Create Mixtures of Experts with MergeKit

Post Details

Company

HuggingFace

Date Published

March 28, 2024

Author

Maxime Labonne

Word Count

2,007

Language

-

Hacker News Points

-

Source URL

huggingface.co/blog/mlabonne/frankenmoe

Summary

The Mixture of Experts (MoE) architecture has become increasingly popular due to innovations like Mixtral and new methods of creating MoEs using Arcee's MergeKit library. Traditional MoEs involve pre-training from scratch, but MergeKit enables the creation of "frankenMoEs" by combining multiple pre-trained models, allowing for improved performance and efficiency.

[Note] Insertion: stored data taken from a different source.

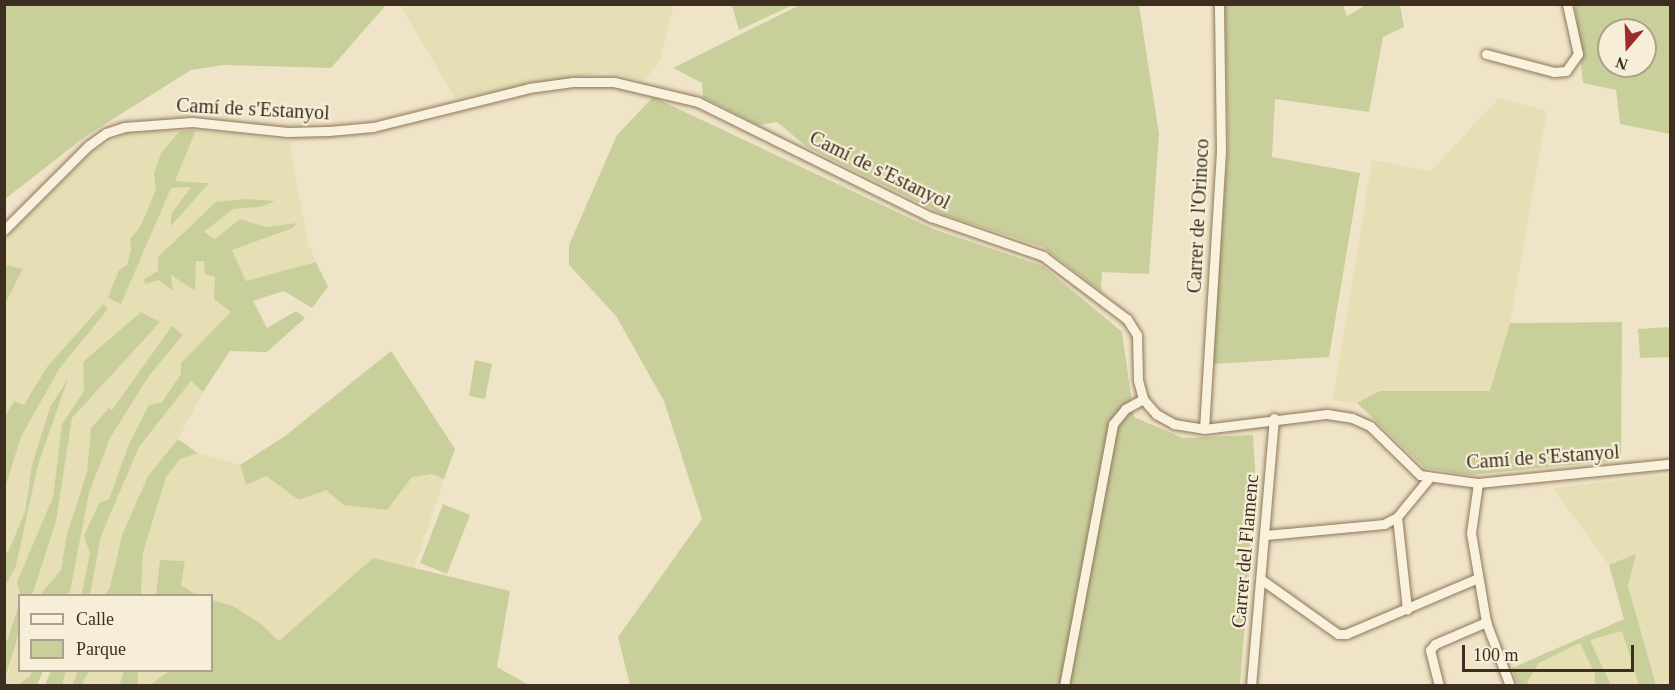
<!DOCTYPE html>
<meta charset="utf-8">
<style>
body{margin:0}
#map{position:relative;width:1675px;height:690px;overflow:hidden;background:#f0e4c8;font-family:Georgia,serif}
div>[style]{position:absolute}
[style*='--x']{left:calc(var(--x)*1px);top:calc(var(--y)*1px);width:calc(var(--w)*1px);rotate:calc(var(--a)*1deg)}
.farmland>*{inset:0;background:#e6deb5}
.green>*{inset:0;background:#c9cf9b}
.roads{filter:drop-shadow(0 0 2px #8d765c) drop-shadow(0 0 2px #8d765c)}
.street>*{height:9px;margin:-4.5px;padding:0 4.5px;transform-origin:4.5px;border-radius:4.5px;background:#faf1dc}
span{translate:-50% -50%;white-space:nowrap;text-align:center;line-height:1.15;-webkit-text-stroke:4.5px #f7eed8;paint-order:stroke}
.street-label{font-size:20px;color:#3d2e20}
.frame{position:absolute;inset:0;border:6px solid #3d2e20;pointer-events:none}
.legend{position:absolute;left:18px;top:594px;width:195px;height:78px;box-sizing:border-box;background:#f7eed8;border:2px solid #ada18e;margin:0;padding:8px 10px;list-style:none;font-size:18px;color:#3d2e20}
.legend li{display:flex;align-items:center;gap:12px;height:30px}
.legend b{width:30px;border:2px solid #ada18e}
.north{position:absolute;left:1597px;top:18px;width:60px;height:60px;box-sizing:border-box;background:#f7eed8;border:2px solid #ada18e;border-radius:50%;rotate:199deg;font-size:16px;font-weight:700;line-height:24px;text-align:center;color:#3d2e20}
.north::after{content:'';display:block;margin:auto;width:21px;height:27px;background:#9e2a2b;clip-path:polygon(50% 0,100% 100%,50% 72%,0 100%)}
.scale{position:absolute;left:1462px;top:645px;width:172px;height:27px;box-sizing:border-box;border:3px solid #3d2e20;border-top:0;padding-left:8px;font-size:18px;line-height:21px;white-space:nowrap;color:#3d2e20;-webkit-text-stroke:4px #f7eed8;paint-order:stroke}
</style>
<div id="map">
<div class="farmland">
<div style="clip-path:polygon(400px 5px,674px 5px,660px 60px,645px 80px,603px 72px,455px 98px)"></div>
<div style="clip-path:polygon(1499px 98px,1547px 111px,1510px 323px,1490px 391px,1380px 391px,1357px 403px,1333px 400px,1372px 160px,1431px 171px)"></div>
<div style="clip-path:polygon(196px 130px,289px 141px,308px 243px,316px 262px,246px 281px,232px 250px,293px 228px,296px 223px,266px 227px,240px 219px,215px 239px,204px 232px,233px 209px,260px 207px,216px 202px,159px 257px,159px 271px,144px 279px,159px 280px,173px 291px,170px 274px,196px 261px,204px 261px,215px 277px,231px 312px,129px 444px,109px 499px,85px 536px,90px 553px,82px 592px,79px 595px,66px 595px,70px 592px,89px 493px,110px 438px,149px 376px,183px 335px,172px 326px,112px 410px,109px 408px,91px 428px,87px 472px,67px 534px,61px 571px,40px 595px,32px 595px,56px 522px,72px 418px,159px 322px,83px 362px,84px 391px,62px 424px,53px 497px,17px 582px,19px 604px,7px 641px,4px 640px,5px 586px,16px 566px,38px 465px,67px 382px,50px 407px,32px 465px,25px 512px,8px 553px,4px 553px,5px 488px,21px 437px,59px 369px,108px 309px,103px 304px,47px 367px,24px 406px,14px 401px,5px 417px,5px 304px,23px 270px,5px 266px,5px 240px,91px 153px,127px 133px,180px 131px,161px 153px,154px 173px,156px 190px,140px 227px,130px 239px,131px 250px,127px 265px,108px 297px,121px 303px,171px 188px,191px 187px,171px 214px,208px 182px,174px 181px)"></div>
<div style="clip-path:polygon(191px 381px,203px 392px,178px 439px,148px 476px,122px 535px,110px 587px,105px 595px,90px 596px,101px 536px,139px 447px)"></div>
<div style="clip-path:polygon(198px 453px,240px 465px,246px 485px,266px 476px,299px 500px,326px 490px,344px 505px,412px 477px,432px 474px,444px 479px,414px 568px,373px 558px,279px 642px,261px 624px,233px 606px,212px 600px,212px 596px,192px 595px,181px 585px,185px 561px,160px 560px,156px 595px,141px 596px,143px 553px,166px 477px,180px 459px)"></div>
<div style="clip-path:polygon(1670px 475px,1670px 685px,1656px 685px,1628px 586px,1636px 555px,1609px 565px,1553px 488px)"></div>
<div style="clip-path:polygon(1622px 631px,1639px 685px,1611px 685px,1590px 639px)"></div>
<div style="clip-path:polygon(19px 633px,20px 670px,32px 671px,30px 676px,18px 685px,5px 686px)"></div>
<div style="clip-path:polygon(1580px 642px,1595px 674px,1595px 685px,1529px 685px,1527px 682px,1539px 663px)"></div>
<div style="clip-path:polygon(66px 671px,78px 671px,72px 685px,62px 686px)"></div>
<div style="clip-path:polygon(89px 671px,124px 671px,120px 683px,116px 685px,82px 686px)"></div>
<div style="clip-path:polygon(138px 671px,169px 671px,150px 685px,138px 686px)"></div>
</div>
<div class="green">
<div style="clip-path:polygon(5px 4px,386px 4px,386px 5px,331px 68px,224px 65px,191px 70px,86px 136px,5px 199px)"></div>
<div style="clip-path:polygon(802px 4px,1139px 5px,1159px 134px,1149px 274px,1102px 272px,1101px 291px,1043px 247px,942px 214px,807px 147px,777px 122px,759px 125px,703px 97px,702px 83px,673px 68px)"></div>
<div style="clip-path:polygon(732px 5px,732px 4px,793px 5px,739px 30px)"></div>
<div style="clip-path:polygon(1225px 5px,1343px 5px,1347px 16px,1366px 5px,1400px 5px,1404px 27px,1383px 37px,1369px 112px,1275px 99px,1272px 157px,1360px 173px,1329px 357px,1212px 364px,1228px 145px)"></div>
<div style="clip-path:polygon(evenodd,1575px 5px,1670px 5px,1670px 134px,1620px 124px,1616px 90px,1583px 83px,1575px 5px,1609px 30px,1645px 30px,1645px 66px,1609px 66px,1609px 30px)"></div>
<div style="clip-path:polygon(653px 97px,933px 229px,1043px 266px,1122px 332px,1134px 417px,1183px 438px,1253px 435px,1256px 483px,1240px 685px,630px 685px,618px 637px,702px 519px,664px 401px,616px 316px,569px 265px,569px 245px,617px 135px)"></div>
<div style="clip-path:polygon(196px 130px,175px 181px,209px 183px,171px 226px,171px 214px,191px 187px,171px 188px,121px 304px,108px 298px,119px 270px,127px 265px,131px 250px,130px 239px,140px 227px,156px 190px,154px 173px,161px 153px,180px 131px)"></div>
<div style="clip-path:polygon(245px 199px,275px 201px,260px 207px,233px 209px,204px 232px,215px 239px,240px 219px,266px 227px,297px 223px,293px 228px,232px 250px,246px 281px,316px 262px,328px 287px,312px 308px,284px 291px,253px 301px,267px 328px,296px 311px,305px 318px,267px 352px,230px 351px,203px 392px,191px 381px,139px 447px,101px 536px,90px 595px,79px 595px,82px 592px,90px 553px,84px 536px,99px 503px,109px 499px,129px 444px,149px 405px,162px 402px,181px 374px,181px 363px,231px 312px,214px 299px,215px 277px,205px 274px,204px 261px,196px 261px,195px 291px,171px 275px,173px 291px,159px 280px,145px 284px,144px 279px,158px 271px,158px 257px,216px 202px)"></div>
<div style="clip-path:polygon(6px 265px,23px 269px,5px 304px,4px 266px)"></div>
<div style="clip-path:polygon(103px 304px,108px 309px,59px 369px,21px 437px,5px 488px,5px 417px,14px 401px,24px 405px,47px 367px)"></div>
<div style="clip-path:polygon(141px 312px,160px 322px,72px 418px,56px 522px,32px 595px,20px 595px,17px 582px,53px 497px,62px 424px,84px 391px,83px 362px)"></div>
<div style="clip-path:polygon(1622px 322px,1621px 460px,1469px 475px,1425px 468px,1357px 403px,1380px 391px,1490px 391px,1510px 323px)"></div>
<div style="clip-path:polygon(172px 326px,183px 335px,149px 376px,110px 438px,89px 493px,70px 592px,66px 595px,40px 595px,61px 570px,67px 534px,87px 472px,91px 428px,109px 408px,112px 410px)"></div>
<div style="clip-path:polygon(1670px 327px,1670px 357px,1640px 358px,1638px 329px)"></div>
<div style="clip-path:polygon(391px 351px,455px 449px,444px 479px,432px 474px,412px 477px,387px 510px,344px 505px,326px 490px,299px 500px,266px 476px,246px 485px,240px 465px,285px 436px)"></div>
<div style="clip-path:polygon(475px 360px,492px 364px,485px 399px,469px 396px)"></div>
<div style="clip-path:polygon(68px 379px,38px 465px,16px 566px,5px 586px,5px 553px,8px 552px,25px 512px,32px 465px,50px 407px)"></div>
<div style="clip-path:polygon(178px 439px,198px 453px,180px 459px,166px 477px,143px 553px,141px 595px,105px 595px,110px 587px,122px 535px,148px 476px)"></div>
<div style="clip-path:polygon(443px 504px,470px 515px,447px 574px,420px 563px)"></div>
<div style="clip-path:polygon(1636px 554px,1628px 586px,1656px 685px,1639px 685px,1622px 631px,1590px 640px,1611px 685px,1595px 685px,1595px 674px,1580px 643px,1539px 663px,1527px 682px,1529px 685px,1518px 685px,1512px 668px,1624px 619px,1609px 565px)"></div>
<div style="clip-path:polygon(373px 558px,510px 591px,497px 667px,529px 685px,150px 685px,169px 671px,212px 670px,212px 600px,233px 606px,261px 624px,279px 641px)"></div>
<div style="clip-path:polygon(160px 560px,185px 561px,181px 585px,196px 595px,156px 595px)"></div>
<div style="clip-path:polygon(19px 604px,19px 633px,5px 679px,5px 640px,7px 641px)"></div>
<div style="clip-path:polygon(32px 670px,43px 671px,37px 685px,18px 685px,30px 676px)"></div>
<div style="clip-path:polygon(51px 671px,66px 671px,62px 685px,45px 685px)"></div>
<div style="clip-path:polygon(78px 671px,89px 671px,82px 685px,72px 685px)"></div>
<div style="clip-path:polygon(124px 671px,138px 671px,138px 685px,116px 685px,120px 683px)"></div>
</div>
<div class="roads">
<div class="street">
<div style="--x:1486;--y:54;--w:70;--a:14.8"></div>
<div style="--x:1554;--y:72;--w:12;--a:-5"></div>
<div style="--x:1566;--y:71;--w:21;--a:-55"></div>
<div style="--x:1578;--y:54;--w:51;--a:-102.4"></div>
<div style="--x:4;--y:230;--w:119;--a:-45"></div>
<div style="--x:88;--y:146;--w:22;--a:-36"></div>
<div style="--x:106;--y:133;--w:19;--a:-18"></div>
<div style="--x:124;--y:127;--w:68;--a:-4.2"></div>
<div style="--x:192;--y:122;--w:96;--a:6"></div>
<div style="--x:287;--y:132;--w:42;--a:-1.4"></div>
<div style="--x:329;--y:131;--w:44;--a:-5.2"></div>
<div style="--x:373;--y:127;--w:161;--a:-14"></div>
<div style="--x:529;--y:88;--w:44;--a:-7.8"></div>
<div style="--x:573;--y:82;--w:41;--a:0"></div>
<div style="--x:614;--y:82;--w:86;--a:13.4"></div>
<div style="--x:698;--y:102;--w:260;--a:26.3"></div>
<div style="--x:931;--y:217;--w:119;--a:19.2"></div>
<div style="--x:1043;--y:256;--w:105;--a:36.9"></div>
<div style="--x:1127;--y:319;--w:19;--a:58"></div>
<div style="--x:1137;--y:335;--w:45;--a:88.7"></div>
<div style="--x:1138;--y:380;--w:20;--a:75"></div>
<div style="--x:1143;--y:399;--w:20;--a:49"></div>
<div style="--x:1156;--y:414;--w:21;--a:29"></div>
<div style="--x:1174;--y:424;--w:30;--a:9"></div>
<div style="--x:1204;--y:429;--w:124;--a:-7"></div>
<div style="--x:1327;--y:414;--w:25;--a:9"></div>
<div style="--x:1352;--y:418;--w:20;--a:24"></div>
<div style="--x:1370;--y:426;--w:70;--a:44.4"></div>
<div style="--x:1420;--y:475;--w:59;--a:7.9"></div>
<div style="--x:1478;--y:483;--w:193;--a:-5.7"></div>
<div style="--x:1204;--y:429;--w:279;--a:-86.5"></div>
<div style="--x:1221;--y:151;--w:147;--a:-90.8"></div>
<div style="--x:1478;--y:483;--w:50;--a:98"></div>
<div style="--x:1471;--y:533;--w:90;--a:80.4"></div>
<div style="--x:1486;--y:622;--w:68;--a:69.4"></div>
<div style="--x:1397;--y:517;--w:93;--a:83.8"></div>
<div style="--x:1266;--y:535;--w:119;--a:-5.3"></div>
<div style="--x:1384;--y:524;--w:15;--a:-28"></div>
<div style="--x:1397;--y:517;--w:50;--a:-50.6"></div>
<div style="--x:1262;--y:580;--w:93;--a:35.4"></div>
<div style="--x:1338;--y:634;--w:8;--a:0"></div>
<div style="--x:1346;--y:634;--w:143;--a:-23"></div>
<div style="--x:1064;--y:686;--w:267;--a:-79.4"></div>
<div style="--x:1113;--y:424;--w:19;--a:-51"></div>
<div style="--x:1125;--y:409;--w:21;--a:-29"></div>
<div style="--x:1251;--y:686;--w:269;--a:-85.1"></div>
<div style="--x:1439;--y:686;--w:37;--a:-104"></div>
<div style="--x:1430;--y:650;--w:8;--a:-50"></div>
<div style="--x:1435;--y:644;--w:56;--a:-23.3"></div>
</div>
</div>
<div class="street-label">
<span style="left:253px;top:109px;rotate:3deg">Camí de s'Estanyol</span>
<span style="left:880px;top:170px;rotate:26deg">Camí de s'Estanyol</span>
<span style="left:1198px;top:216px;rotate:-87deg">Carrer de l'Orinoco</span>
<span style="left:1543px;top:457px;rotate:-4deg">Camí de s'Estanyol</span>
<span style="left:1245px;top:551px;rotate:-85deg">Carrer del Flamenc</span>
</div>
<div class="frame"></div>
<ul class="legend">
<li><b style="height:8px;background:#faf1dc"></b>Calle</li>
<li><b style="height:16px;background:#c9cf9b"></b>Parque</li>
</ul>
<div class="north">N</div>
<div class="scale">100 m</div>
</div>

These frankenMoEs utilize specialized subnetworks or "experts" that are selectively activated based on input, leading to faster training and more efficient inference. While this approach offers advantages, it also requires significant VRAM and presents challenges in fine-tuning and memory usage. The article explores the process of creating a frankenMoE with MergeKit, using a selection of experts to perform various tasks, resulting in a model like Beyonder-4x7B-v3 that performs well on several benchmarks. Despite some trade-offs, frankenMoEs show promise in preserving knowledge and producing robust models, with potential improvements depending on hardware capabilities.